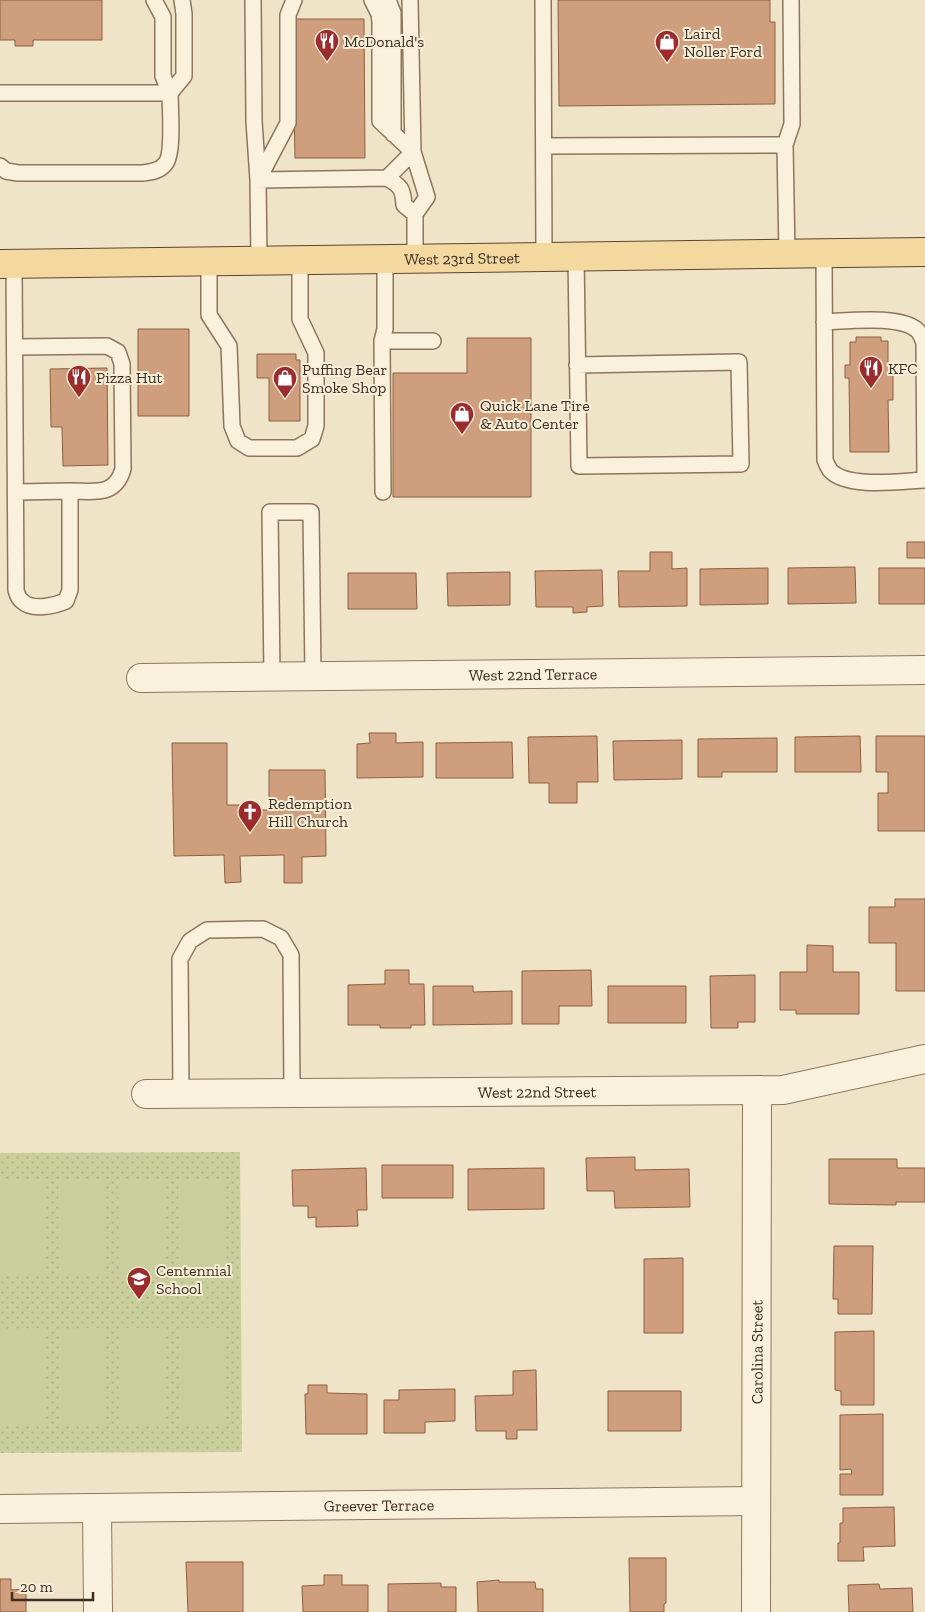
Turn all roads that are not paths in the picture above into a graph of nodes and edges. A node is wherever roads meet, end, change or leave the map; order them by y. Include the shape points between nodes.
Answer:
1 (154, 0) edge
2 (182, 0) edge
3 (253, 0) edge
4 (294, 0) edge
5 (372, 0) edge
6 (388, 0) edge
7 (410, 0) edge
8 (543, 0) edge
9 (791, 0) edge
10 (0, 93) edge
11 (170, 93) junction
12 (393, 134) junction
13 (785, 145) junction
14 (544, 146) junction
15 (413, 152) junction
16 (0, 166) edge
17 (387, 178) junction
18 (258, 180) junction
19 (415, 214) junction
20 (925, 252) edge
21 (824, 253) junction
22 (787, 254) junction
23 (576, 256) junction
24 (544, 257) junction
25 (415, 258) junction
26 (384, 259) junction
27 (259, 260) junction
28 (300, 260) junction
29 (208, 261) junction
30 (7, 263) edge
31 (824, 322) junction
32 (382, 341) junction
33 (433, 341) dead end
34 (15, 347) junction
35 (577, 365) junction
36 (925, 480) edge
37 (70, 491) junction
38 (16, 492) junction
39 (383, 492) dead end
40 (925, 670) edge
41 (313, 676) junction
42 (272, 677) junction
43 (141, 678) dead end
44 (925, 1059) edge
45 (757, 1091) junction
46 (146, 1094) dead end
47 (181, 1094) junction
48 (292, 1094) junction
49 (756, 1501) junction
50 (97, 1508) junction
51 (0, 1509) edge
52 (98, 1612) edge
53 (756, 1612) edge

1 - 11 lane via 163,17 163,76
2 - 11 lane via 184,76
3 - 18 lane
4 - 18 lane via 288,15 288,123
5 - 12 lane via 380,22 380,121
6 - 12 lane via 393,13
7 - 15 lane
8 - 14 lane
9 - 13 lane via 792,124
10 - 11 lane
11 - 16 lane via 170,153 166,164 157,171 143,174 18,174
12 - 15 lane
13 - 14 lane
13 - 22 lane
14 - 24 lane
15 - 17 lane
15 - 19 lane via 427,197
17 - 18 lane
17 - 19 lane via 398,185 404,205
18 - 27 lane
19 - 25 lane
20 - 21 main road, West 23rd Street
21 - 22 main road, West 23rd Street
21 - 31 lane
22 - 23 main road, West 23rd Street
23 - 24 main road, West 23rd Street
23 - 35 lane
24 - 25 main road, West 23rd Street
25 - 26 main road, West 23rd Street
26 - 28 main road, West 23rd Street
26 - 32 lane via 385,328
27 - 28 main road, West 23rd Street
27 - 29 main road, West 23rd Street
28 - 29 lane via 300,320 316,353 316,426 312,439 297,448 248,448 238,441 232,426 229,346 209,315
29 - 30 main road, West 23rd Street
30 - 34 lane
31 - 36 lane via 892,320 919,332 924,343
31 - 36 lane via 825,460 830,470 856,482
32 - 33 lane
32 - 39 lane
34 - 37 lane via 107,346 118,352 122,364 123,469 120,480 113,487 101,491
34 - 38 lane
35 - 35 lane via 579,466 741,464 739,362
37 - 38 lane
37 - 38 lane via 70,590 66,601 55,606 29,606 20,600 16,590
40 - 41 street, West 22nd Terrace
41 - 42 street, West 22nd Terrace
41 - 42 lane via 311,512 270,512
42 - 43 street, West 22nd Terrace
44 - 45 street, West 22nd Street via 782,1090
45 - 48 street, West 22nd Street
45 - 49 street, Carolina Street
46 - 47 street, West 22nd Street
47 - 48 street, West 22nd Street
47 - 48 lane via 180,959 190,941 208,930 263,929 281,938 291,955
49 - 50 street, Greever Terrace
49 - 53 street, Carolina Street
50 - 51 street, Greever Terrace
50 - 52 street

▶ Task brief: Print the material word for word without images.

▶ Reply to the task:
Turn all roads that are not paths in the picture above into a graph of nodes and edges. A node is wherever roads meet, end, change or leave the map; order them by y. Include the shape points between nodes.
Answer:
1 (154, 0) edge
2 (182, 0) edge
3 (253, 0) edge
4 (294, 0) edge
5 (372, 0) edge
6 (388, 0) edge
7 (410, 0) edge
8 (543, 0) edge
9 (791, 0) edge
10 (0, 93) edge
11 (170, 93) junction
12 (393, 134) junction
13 (785, 145) junction
14 (544, 146) junction
15 (413, 152) junction
16 (0, 166) edge
17 (387, 178) junction
18 (258, 180) junction
19 (415, 214) junction
20 (925, 252) edge
21 (824, 253) junction
22 (787, 254) junction
23 (576, 256) junction
24 (544, 257) junction
25 (415, 258) junction
26 (384, 259) junction
27 (259, 260) junction
28 (300, 260) junction
29 (208, 261) junction
30 (7, 263) edge
31 (824, 322) junction
32 (382, 341) junction
33 (433, 341) dead end
34 (15, 347) junction
35 (577, 365) junction
36 (925, 480) edge
37 (70, 491) junction
38 (16, 492) junction
39 (383, 492) dead end
40 (925, 670) edge
41 (313, 676) junction
42 (272, 677) junction
43 (141, 678) dead end
44 (925, 1059) edge
45 (757, 1091) junction
46 (146, 1094) dead end
47 (181, 1094) junction
48 (292, 1094) junction
49 (756, 1501) junction
50 (97, 1508) junction
51 (0, 1509) edge
52 (98, 1612) edge
53 (756, 1612) edge

1 - 11 lane via 163,17 163,76
2 - 11 lane via 184,76
3 - 18 lane
4 - 18 lane via 288,15 288,123
5 - 12 lane via 380,22 380,121
6 - 12 lane via 393,13
7 - 15 lane
8 - 14 lane
9 - 13 lane via 792,124
10 - 11 lane
11 - 16 lane via 170,153 166,164 157,171 143,174 18,174
12 - 15 lane
13 - 14 lane
13 - 22 lane
14 - 24 lane
15 - 17 lane
15 - 19 lane via 427,197
17 - 18 lane
17 - 19 lane via 398,185 404,205
18 - 27 lane
19 - 25 lane
20 - 21 main road, West 23rd Street
21 - 22 main road, West 23rd Street
21 - 31 lane
22 - 23 main road, West 23rd Street
23 - 24 main road, West 23rd Street
23 - 35 lane
24 - 25 main road, West 23rd Street
25 - 26 main road, West 23rd Street
26 - 28 main road, West 23rd Street
26 - 32 lane via 385,328
27 - 28 main road, West 23rd Street
27 - 29 main road, West 23rd Street
28 - 29 lane via 300,320 316,353 316,426 312,439 297,448 248,448 238,441 232,426 229,346 209,315
29 - 30 main road, West 23rd Street
30 - 34 lane
31 - 36 lane via 892,320 919,332 924,343
31 - 36 lane via 825,460 830,470 856,482
32 - 33 lane
32 - 39 lane
34 - 37 lane via 107,346 118,352 122,364 123,469 120,480 113,487 101,491
34 - 38 lane
35 - 35 lane via 579,466 741,464 739,362
37 - 38 lane
37 - 38 lane via 70,590 66,601 55,606 29,606 20,600 16,590
40 - 41 street, West 22nd Terrace
41 - 42 street, West 22nd Terrace
41 - 42 lane via 311,512 270,512
42 - 43 street, West 22nd Terrace
44 - 45 street, West 22nd Street via 782,1090
45 - 48 street, West 22nd Street
45 - 49 street, Carolina Street
46 - 47 street, West 22nd Street
47 - 48 street, West 22nd Street
47 - 48 lane via 180,959 190,941 208,930 263,929 281,938 291,955
49 - 50 street, Greever Terrace
49 - 53 street, Carolina Street
50 - 51 street, Greever Terrace
50 - 52 street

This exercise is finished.